__YOUR OBJECTIVE__
Examine each line of the data. Copy those that contain the string "Pino".

[Opening EXTRACTED RECORDS section]

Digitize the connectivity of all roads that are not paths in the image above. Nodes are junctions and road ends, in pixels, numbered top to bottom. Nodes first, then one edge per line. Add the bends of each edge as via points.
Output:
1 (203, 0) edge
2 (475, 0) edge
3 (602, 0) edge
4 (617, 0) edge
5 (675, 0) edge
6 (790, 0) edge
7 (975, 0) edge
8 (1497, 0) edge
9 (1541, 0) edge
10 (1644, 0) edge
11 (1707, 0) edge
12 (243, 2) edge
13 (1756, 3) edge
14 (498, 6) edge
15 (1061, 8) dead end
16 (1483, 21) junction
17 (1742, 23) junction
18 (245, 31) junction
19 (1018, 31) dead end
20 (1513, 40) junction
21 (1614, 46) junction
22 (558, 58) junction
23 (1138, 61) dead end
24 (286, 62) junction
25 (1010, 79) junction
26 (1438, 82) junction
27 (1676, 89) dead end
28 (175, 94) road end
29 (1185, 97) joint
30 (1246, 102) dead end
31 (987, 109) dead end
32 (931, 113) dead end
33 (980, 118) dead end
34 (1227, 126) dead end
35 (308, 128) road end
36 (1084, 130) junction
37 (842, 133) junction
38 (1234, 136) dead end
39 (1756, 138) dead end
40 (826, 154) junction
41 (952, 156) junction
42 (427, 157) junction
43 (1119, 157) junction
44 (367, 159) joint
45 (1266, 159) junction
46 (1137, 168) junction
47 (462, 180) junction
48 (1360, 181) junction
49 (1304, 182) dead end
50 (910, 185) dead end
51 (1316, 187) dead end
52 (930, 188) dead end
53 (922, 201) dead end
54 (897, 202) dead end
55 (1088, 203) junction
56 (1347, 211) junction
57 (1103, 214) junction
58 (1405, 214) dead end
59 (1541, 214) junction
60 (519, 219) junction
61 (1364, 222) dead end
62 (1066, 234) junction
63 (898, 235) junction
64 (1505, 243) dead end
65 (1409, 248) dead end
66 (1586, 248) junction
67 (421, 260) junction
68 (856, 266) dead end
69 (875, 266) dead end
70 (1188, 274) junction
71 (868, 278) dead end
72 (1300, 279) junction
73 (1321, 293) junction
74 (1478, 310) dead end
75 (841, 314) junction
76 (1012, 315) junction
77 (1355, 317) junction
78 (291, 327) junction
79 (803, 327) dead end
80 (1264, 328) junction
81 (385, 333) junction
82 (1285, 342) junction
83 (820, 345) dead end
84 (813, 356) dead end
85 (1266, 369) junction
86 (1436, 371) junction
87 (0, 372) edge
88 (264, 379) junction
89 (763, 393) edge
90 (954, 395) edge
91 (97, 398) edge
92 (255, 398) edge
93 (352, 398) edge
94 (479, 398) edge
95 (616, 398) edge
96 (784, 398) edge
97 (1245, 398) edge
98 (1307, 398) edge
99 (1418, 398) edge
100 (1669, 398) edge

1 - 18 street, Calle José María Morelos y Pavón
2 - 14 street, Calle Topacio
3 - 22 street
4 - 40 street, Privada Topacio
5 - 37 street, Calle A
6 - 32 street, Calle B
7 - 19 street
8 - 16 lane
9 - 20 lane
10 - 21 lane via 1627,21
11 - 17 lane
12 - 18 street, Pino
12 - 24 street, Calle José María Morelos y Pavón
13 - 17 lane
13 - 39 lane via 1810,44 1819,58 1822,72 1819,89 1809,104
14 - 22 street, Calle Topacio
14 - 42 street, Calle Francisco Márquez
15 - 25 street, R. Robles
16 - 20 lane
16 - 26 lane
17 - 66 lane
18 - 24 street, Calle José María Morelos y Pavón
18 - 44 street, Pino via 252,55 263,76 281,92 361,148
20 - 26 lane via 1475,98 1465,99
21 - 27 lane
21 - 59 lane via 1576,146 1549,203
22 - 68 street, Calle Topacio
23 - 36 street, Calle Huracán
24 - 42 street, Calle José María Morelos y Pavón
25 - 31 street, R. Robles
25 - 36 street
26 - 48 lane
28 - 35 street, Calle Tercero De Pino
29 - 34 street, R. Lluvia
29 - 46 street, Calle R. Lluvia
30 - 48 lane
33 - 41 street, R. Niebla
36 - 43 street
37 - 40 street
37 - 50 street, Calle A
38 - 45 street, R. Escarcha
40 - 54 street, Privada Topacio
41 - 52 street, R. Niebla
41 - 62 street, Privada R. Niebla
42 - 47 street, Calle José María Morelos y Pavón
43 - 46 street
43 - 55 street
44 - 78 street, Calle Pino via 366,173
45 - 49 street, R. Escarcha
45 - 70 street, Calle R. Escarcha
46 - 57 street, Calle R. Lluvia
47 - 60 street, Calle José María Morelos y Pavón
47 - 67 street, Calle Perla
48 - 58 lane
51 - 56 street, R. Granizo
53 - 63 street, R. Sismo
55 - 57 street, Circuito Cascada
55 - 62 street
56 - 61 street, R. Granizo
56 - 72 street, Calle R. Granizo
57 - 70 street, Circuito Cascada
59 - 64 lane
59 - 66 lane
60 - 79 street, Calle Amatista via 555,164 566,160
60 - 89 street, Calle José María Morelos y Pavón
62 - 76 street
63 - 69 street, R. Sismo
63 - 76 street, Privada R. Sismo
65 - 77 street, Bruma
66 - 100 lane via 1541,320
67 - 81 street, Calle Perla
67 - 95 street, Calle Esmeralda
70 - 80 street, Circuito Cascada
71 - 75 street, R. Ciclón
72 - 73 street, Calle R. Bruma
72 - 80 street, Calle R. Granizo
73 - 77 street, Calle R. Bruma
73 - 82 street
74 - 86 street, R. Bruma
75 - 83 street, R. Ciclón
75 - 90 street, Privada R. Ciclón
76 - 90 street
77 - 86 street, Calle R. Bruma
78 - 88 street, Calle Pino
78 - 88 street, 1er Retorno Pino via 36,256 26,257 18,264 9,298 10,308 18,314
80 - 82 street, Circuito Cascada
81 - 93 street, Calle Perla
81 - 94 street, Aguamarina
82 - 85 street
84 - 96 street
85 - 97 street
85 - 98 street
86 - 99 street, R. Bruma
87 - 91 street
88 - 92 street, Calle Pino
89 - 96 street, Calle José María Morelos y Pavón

[Closing EXTRACTED RECORDS section]

__TASK SOLUTION__
12 - 18 street, Pino
18 - 44 street, Pino via 252,55 263,76 281,92 361,148
28 - 35 street, Calle Tercero De Pino
44 - 78 street, Calle Pino via 366,173
78 - 88 street, Calle Pino
78 - 88 street, 1er Retorno Pino via 36,256 26,257 18,264 9,298 10,308 18,314
88 - 92 street, Calle Pino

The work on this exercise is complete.